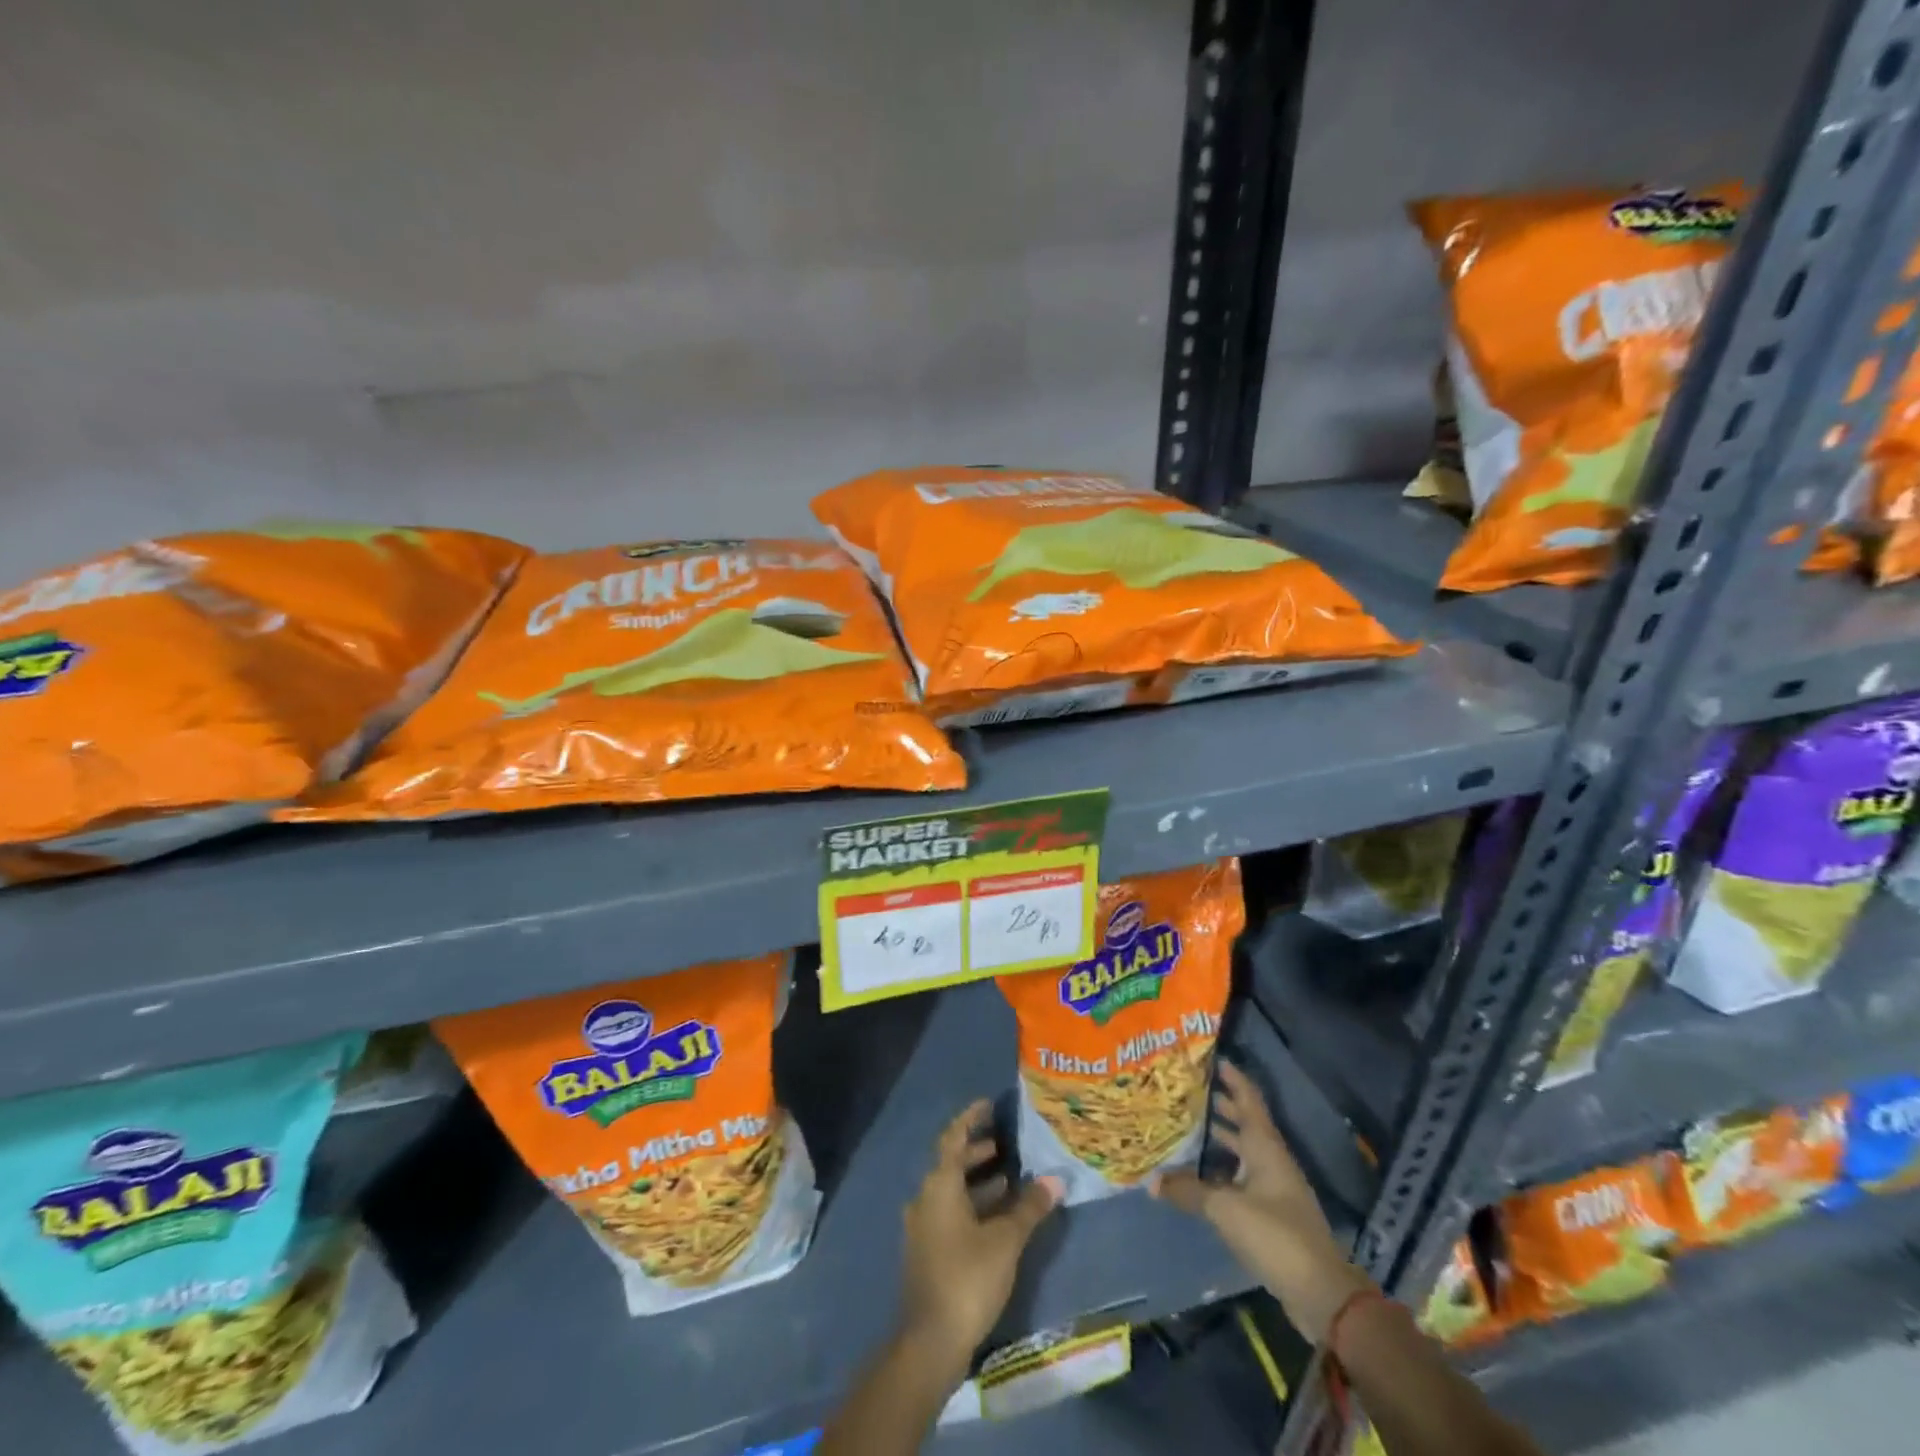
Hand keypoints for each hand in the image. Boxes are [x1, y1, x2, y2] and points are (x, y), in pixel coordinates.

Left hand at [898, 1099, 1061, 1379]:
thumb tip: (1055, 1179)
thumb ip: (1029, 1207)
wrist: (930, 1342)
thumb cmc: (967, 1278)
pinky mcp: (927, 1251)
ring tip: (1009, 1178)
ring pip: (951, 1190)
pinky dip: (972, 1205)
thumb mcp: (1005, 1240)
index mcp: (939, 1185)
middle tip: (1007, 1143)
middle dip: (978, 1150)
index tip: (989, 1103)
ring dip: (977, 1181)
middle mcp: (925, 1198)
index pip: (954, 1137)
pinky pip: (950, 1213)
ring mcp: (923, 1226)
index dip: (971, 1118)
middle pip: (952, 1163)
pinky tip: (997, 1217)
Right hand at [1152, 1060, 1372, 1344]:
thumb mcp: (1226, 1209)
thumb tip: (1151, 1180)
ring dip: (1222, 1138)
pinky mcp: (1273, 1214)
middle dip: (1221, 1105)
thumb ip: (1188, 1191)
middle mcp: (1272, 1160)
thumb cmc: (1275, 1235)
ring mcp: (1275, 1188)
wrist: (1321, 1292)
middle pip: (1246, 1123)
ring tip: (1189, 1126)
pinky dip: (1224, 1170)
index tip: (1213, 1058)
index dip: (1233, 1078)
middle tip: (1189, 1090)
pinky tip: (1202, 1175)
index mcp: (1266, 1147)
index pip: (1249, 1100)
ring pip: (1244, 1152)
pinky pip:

┄┄┄┄┄┄┄┄┄┄

The data needs to be reproduced exactly, please, apart from its pictures.

(ANSWER BOX)
Hand keypoints for each hand in the image. Boxes are [x1, y1, x2, y2] and points are (x, y), in pixel coordinates.

Left hand at [898, 1099, 1061, 1379]:
thumb tip: (1055, 1179)
thumb ip: (1029, 1207)
wrist: (930, 1342)
thumb cmc: (967, 1278)
pinky mcp: (927, 1251)
ring tip: (1009, 1178)
ring pip: (951, 1190)
pinky dip: (972, 1205)
thumb mcp: (1005, 1240)
index mcp: (939, 1185)
middle tip: (1007, 1143)
middle dip: (978, 1150)
index tip: (989, 1103)
ring dip: (977, 1181)
middle mcp: (925, 1198)
index pip: (954, 1137)
pinky pip: (950, 1213)
ring mcp: (923, 1226)
index dip: (971, 1118)
middle pip: (952, 1163)
pinky tip: (997, 1217)
Right hand at [1152, 1060, 1372, 1344]:
thumb mcp: (1226, 1209)
thumb tip: (1151, 1180)
ring dip: (1222, 1138)
pinky mcp: (1273, 1214)
middle dip: (1221, 1105)
thumb ip: (1188, 1191)
middle mcp: (1272, 1160)
thumb cmc: (1275, 1235)
ring mcp: (1275, 1188)
wrist: (1321, 1292)
middle pip: (1246, 1123)
ring tip: (1189, 1126)
pinky dip: (1224, 1170)
index tip: (1213, 1058)
index dip: (1233, 1078)
middle tip: (1189, 1090)
pinky tip: (1202, 1175)
index mcp: (1266, 1147)
index pip: (1249, 1100)
ring pip: (1244, 1152)
pinky pip:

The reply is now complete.